2.3-5 : Referring back to the searching problem (see Exercise 2.1-3), observe that if the sequence A is sorted, we can check the midpoint of the sequence against v and elminate half of the sequence from further consideration. The binary search algorithm repeats this procedure, halving the size of the remaining portion of the sequence each time. Write pseudocode, either iterative or recursive, for binary search. Argue that the worst-case running time of binary search is Θ(lg(n)).
2.3-6 : Observe that the while loop of linees 5-7 of the INSERTION-SORT procedure in Section 2.1 uses a linear search to scan (backward) through the sorted subarray A[1..j-1]. Can we use a binary search (see Exercise 2.3-5) instead to improve the overall worst-case running time of insertion sort to Θ(nlg(n))?
No. Because we have to shift the bigger elements to the right. We can find the position to insert the key, but we anyway shift all the bigger elements to the right.

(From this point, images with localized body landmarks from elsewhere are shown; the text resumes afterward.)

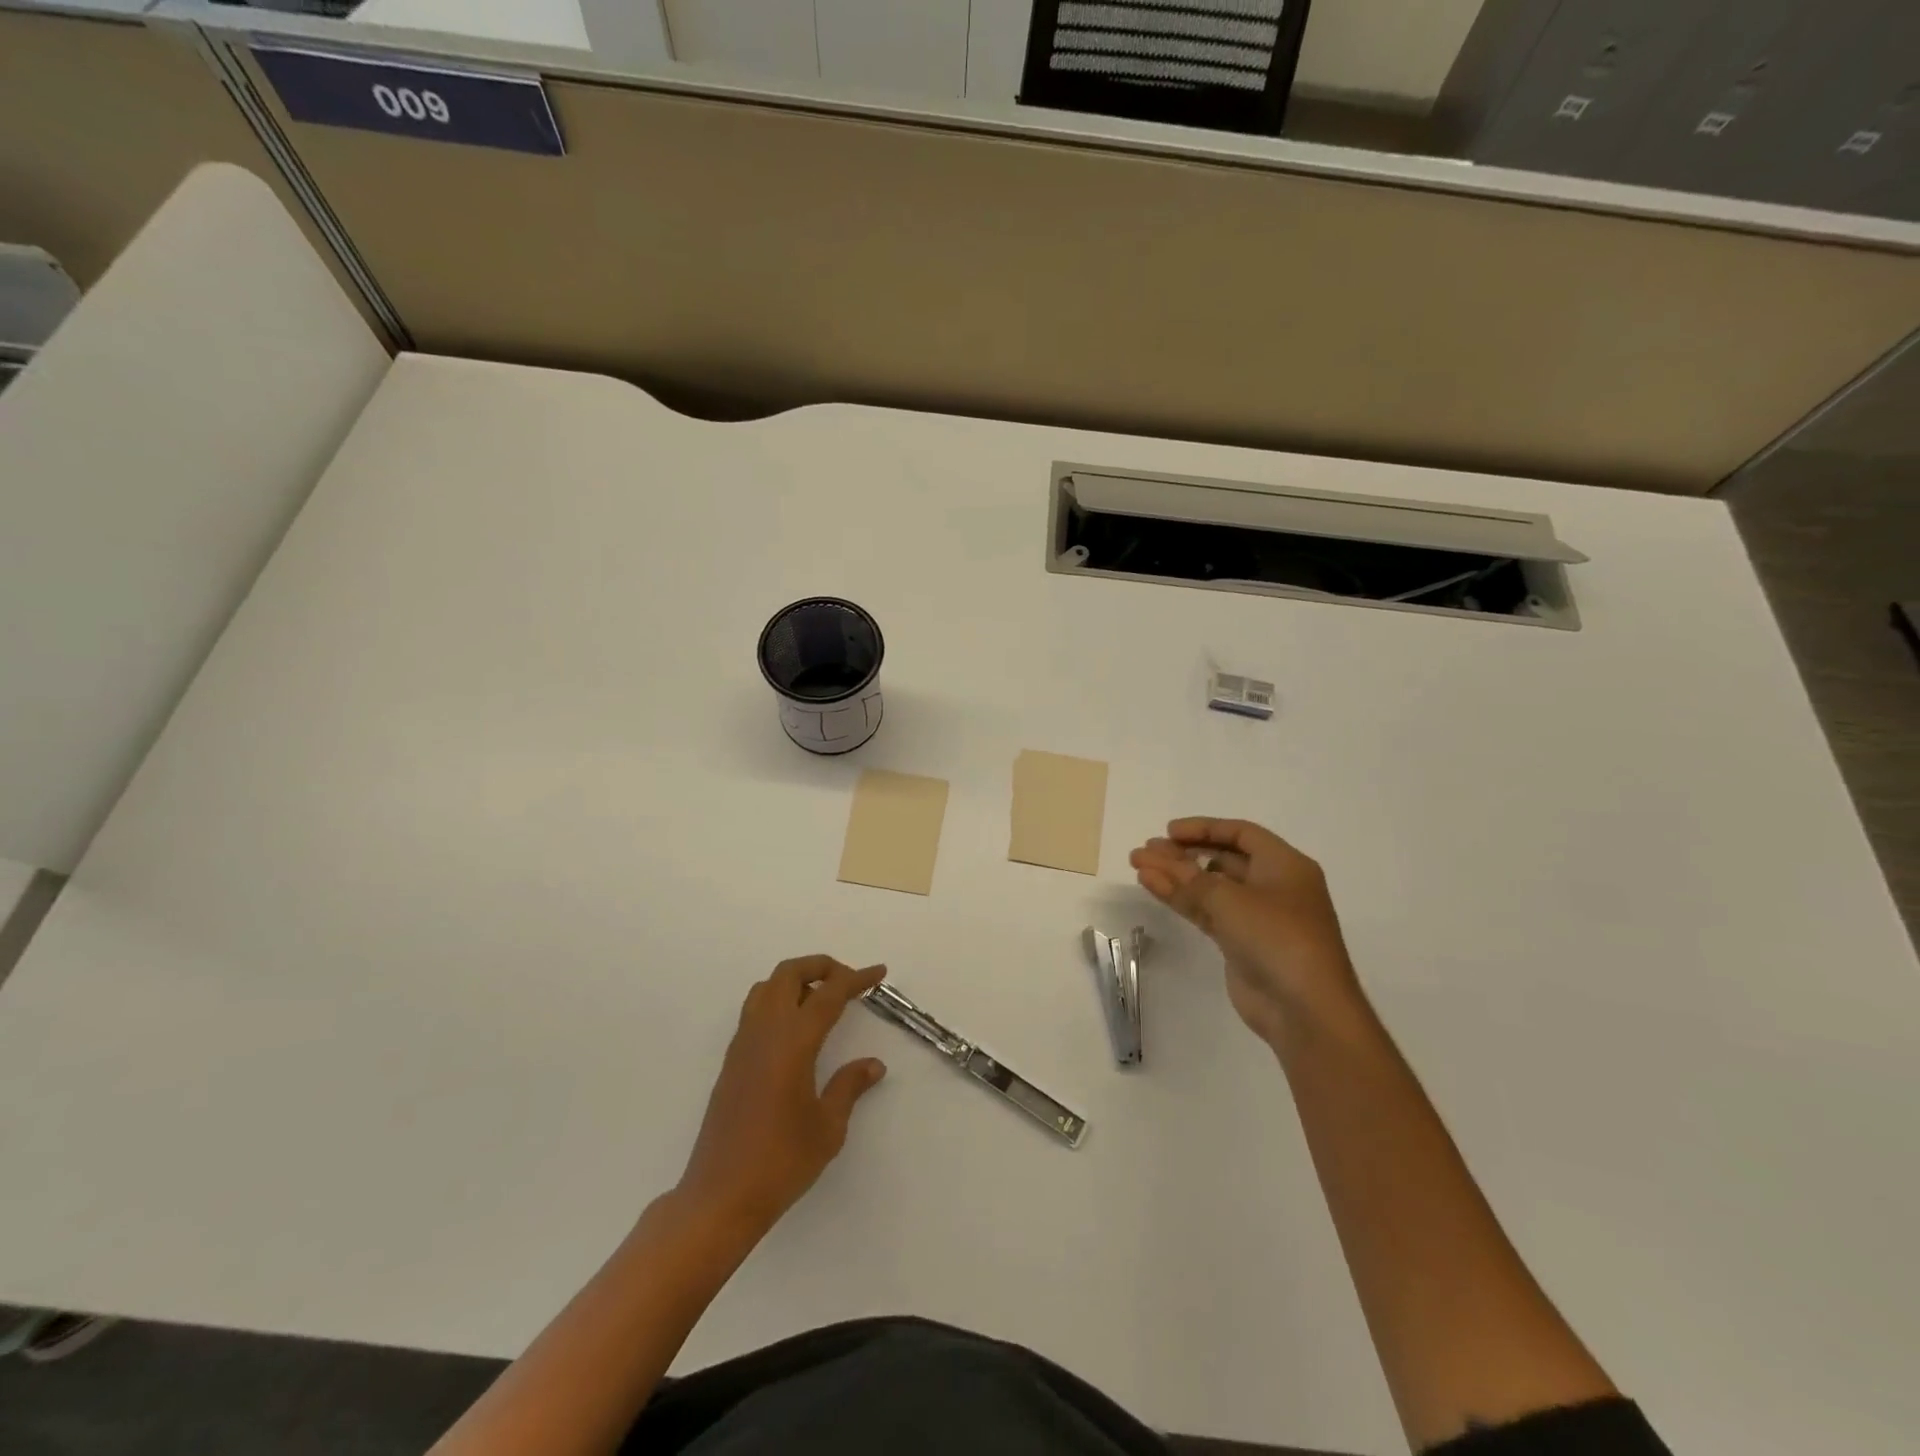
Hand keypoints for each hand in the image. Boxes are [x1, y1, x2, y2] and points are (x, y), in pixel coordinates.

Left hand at [677, 956, 887, 1233]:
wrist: (720, 1197)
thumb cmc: (781, 1162)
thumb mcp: (828, 1127)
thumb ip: (849, 1087)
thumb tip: (872, 1065)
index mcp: (793, 1042)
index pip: (829, 994)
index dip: (856, 978)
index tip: (878, 973)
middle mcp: (765, 1032)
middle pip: (789, 974)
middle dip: (821, 967)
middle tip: (848, 982)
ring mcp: (743, 1044)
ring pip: (766, 987)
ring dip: (796, 980)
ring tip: (822, 999)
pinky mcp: (731, 1061)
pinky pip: (755, 1010)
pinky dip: (778, 1000)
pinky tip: (795, 1029)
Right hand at [1130, 818, 1361, 1044]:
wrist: (1305, 1009)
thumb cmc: (1278, 937)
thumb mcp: (1230, 899)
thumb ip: (1189, 877)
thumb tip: (1156, 859)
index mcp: (1285, 866)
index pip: (1242, 834)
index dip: (1204, 828)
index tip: (1169, 831)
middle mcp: (1273, 887)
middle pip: (1223, 859)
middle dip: (1184, 853)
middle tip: (1147, 849)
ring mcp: (1256, 917)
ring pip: (1210, 887)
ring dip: (1175, 875)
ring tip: (1138, 864)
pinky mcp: (1241, 944)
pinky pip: (1207, 911)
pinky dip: (1181, 899)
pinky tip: (1152, 886)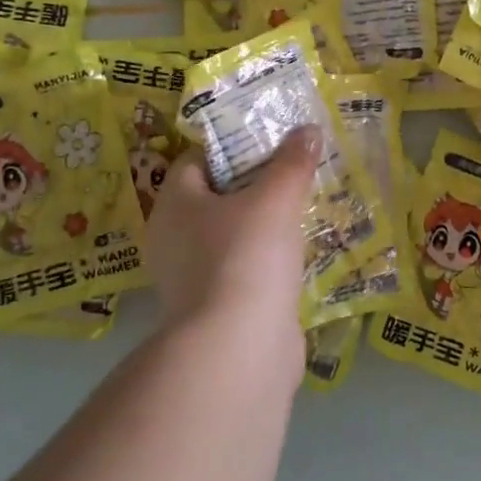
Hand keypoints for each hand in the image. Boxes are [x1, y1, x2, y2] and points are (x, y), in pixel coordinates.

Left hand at [144, 128, 318, 391]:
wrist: (239, 350)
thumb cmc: (246, 257)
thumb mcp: (276, 199)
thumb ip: (292, 161)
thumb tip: (307, 129)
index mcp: (174, 204)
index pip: (197, 159)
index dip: (234, 146)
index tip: (273, 142)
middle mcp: (173, 239)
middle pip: (217, 197)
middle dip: (257, 184)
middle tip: (296, 172)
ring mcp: (192, 279)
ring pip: (232, 236)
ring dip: (265, 225)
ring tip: (306, 209)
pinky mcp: (217, 309)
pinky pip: (244, 270)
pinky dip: (268, 261)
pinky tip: (300, 255)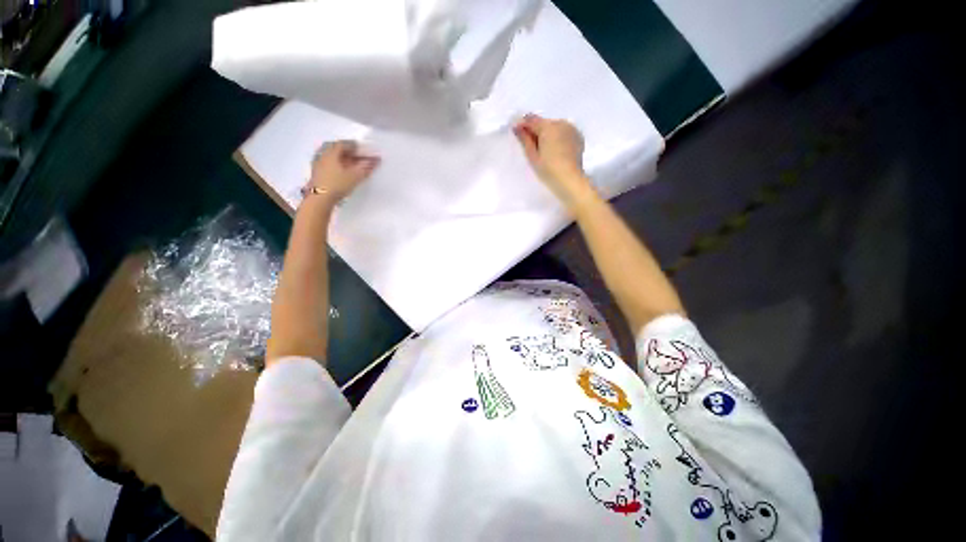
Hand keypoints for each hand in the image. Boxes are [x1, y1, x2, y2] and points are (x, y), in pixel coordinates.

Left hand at [303, 140, 379, 205]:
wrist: (319, 199)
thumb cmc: (337, 184)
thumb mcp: (355, 176)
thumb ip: (366, 167)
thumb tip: (375, 160)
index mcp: (331, 151)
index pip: (344, 144)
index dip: (356, 146)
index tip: (365, 150)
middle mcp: (322, 154)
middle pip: (337, 149)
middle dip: (350, 152)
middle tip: (359, 156)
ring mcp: (318, 163)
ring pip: (333, 157)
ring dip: (344, 159)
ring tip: (353, 165)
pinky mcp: (317, 173)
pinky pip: (329, 164)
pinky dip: (338, 165)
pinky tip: (344, 172)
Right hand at [513, 114, 594, 207]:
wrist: (570, 180)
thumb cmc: (548, 170)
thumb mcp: (533, 156)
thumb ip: (525, 139)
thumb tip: (517, 127)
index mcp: (547, 127)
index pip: (531, 120)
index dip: (523, 125)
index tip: (518, 133)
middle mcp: (560, 123)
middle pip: (544, 123)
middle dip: (537, 131)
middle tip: (533, 147)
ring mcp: (571, 129)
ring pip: (554, 127)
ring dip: (548, 134)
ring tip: (546, 150)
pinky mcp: (578, 136)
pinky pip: (564, 132)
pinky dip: (559, 137)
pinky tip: (557, 150)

2.3-7 : Describe a Θ(nlg(n)) - time algorithm that, give a set S of n integers and another integer x, determines whether or not there exist two elements in S whose sum is exactly x.
Problems
2-1 Insertion sort on small arrays in merge sort
Although merge sort runs in Θ(nlg(n)) worst-case time and insertion sort runs in Θ(n^2) wost-cast time, the constant factors in insertion sort can make it faster in practice for small problem sizes on many machines. Thus, it make sense to coarsen the leaves of the recursion by using insertion sort within merge sort when subproblems become sufficiently small. Consider a modification to merge sort in which n/k sublists of length k are sorted using insertion sort and then merged using the standard merging mechanism, where k is a value to be determined.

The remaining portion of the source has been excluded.